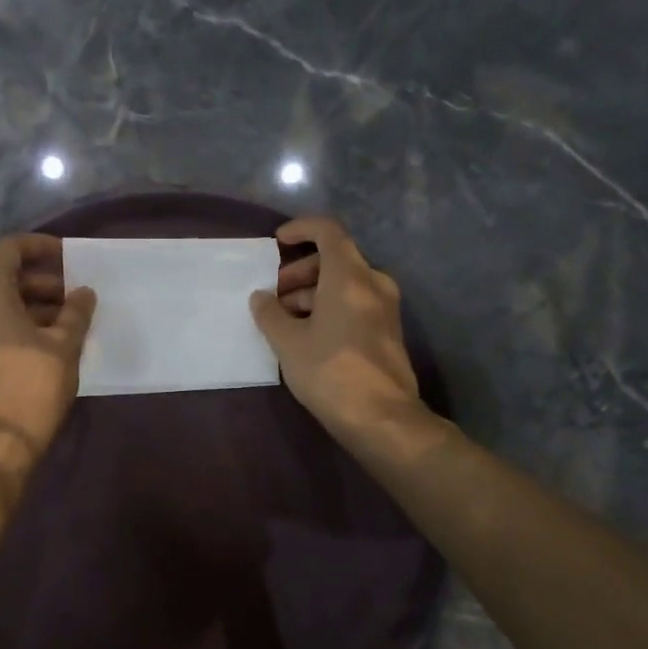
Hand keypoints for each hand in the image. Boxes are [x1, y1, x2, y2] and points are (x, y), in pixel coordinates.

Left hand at [0, 233, 96, 456]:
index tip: (68, 257)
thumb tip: (84, 293)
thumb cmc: (33, 383)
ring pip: (3, 304)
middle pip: (8, 278)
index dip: (40, 246)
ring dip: (36, 306)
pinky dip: (22, 324)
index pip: (11, 249)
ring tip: (71, 321)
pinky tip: (52, 341)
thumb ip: (76, 311)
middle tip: (77, 297)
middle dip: (45, 282)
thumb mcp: (64, 344)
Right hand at [250, 217, 424, 447]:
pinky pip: (354, 302)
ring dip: (311, 292)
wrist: (382, 419)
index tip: (276, 242)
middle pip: (334, 258)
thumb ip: (270, 314)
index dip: (300, 229)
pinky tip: (307, 334)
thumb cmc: (330, 372)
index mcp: (349, 276)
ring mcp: (385, 307)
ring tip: (284, 320)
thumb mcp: (288, 342)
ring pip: (344, 283)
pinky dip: (329, 307)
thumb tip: (260, 298)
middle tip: (274, 295)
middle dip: (299, 270)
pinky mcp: (387, 330)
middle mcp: (372, 283)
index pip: (327, 231)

* WORK INSTRUCTIONS: Output the data exactly. Leave every picture out.

* REPLY TO THE EXERCISE:
Hand keypoints for each hand in the image. Boxes are [x1, y1, x2, y2] and points are (x, y), in pixel coordinates.

Left hand at [0, 233, 96, 456]:
index tip: (68, 257)
thumb tip: (84, 293)
thumb cmc: (33, 383)
ring pip: (3, 304)
middle pip: (8, 278)
index dip: (40, 246)
ring dip: (36, 306)
pinky dip: (22, 324)
index pip: (11, 249)
ring tip: (71, 321)
pinky tip: (52, 341)
thumb ip: (76, 311)
middle tip: (77, 297)
middle dip: (45, 282)
thumb mcp: (64, 344)
Right hand at [250, 217, 424, 447]:
pinky pip: (354, 302)
ring dip: (311, 292)
wrist: (382, 419)
index tip: (276, 242)
middle pip: (334, 258)
thumb ip: (270, 314)
index dip: (300, 229)
pinky tip: (307, 334)
thumb cmc: (330, 372)
index mcp: (349, 276)
ring mcp: (385, 307)
ring tip: (284, 320)
thumb mcp: (288, 342)
ring pip: (344, 283)
pinky dip: (329, 307)
thumb tip: (260, 298)
middle tip: (274, 295)
middle dip: (299, 270)
pinky mcp: (387, 330)
middle mcp: (372, 283)
index pip: (327, 231)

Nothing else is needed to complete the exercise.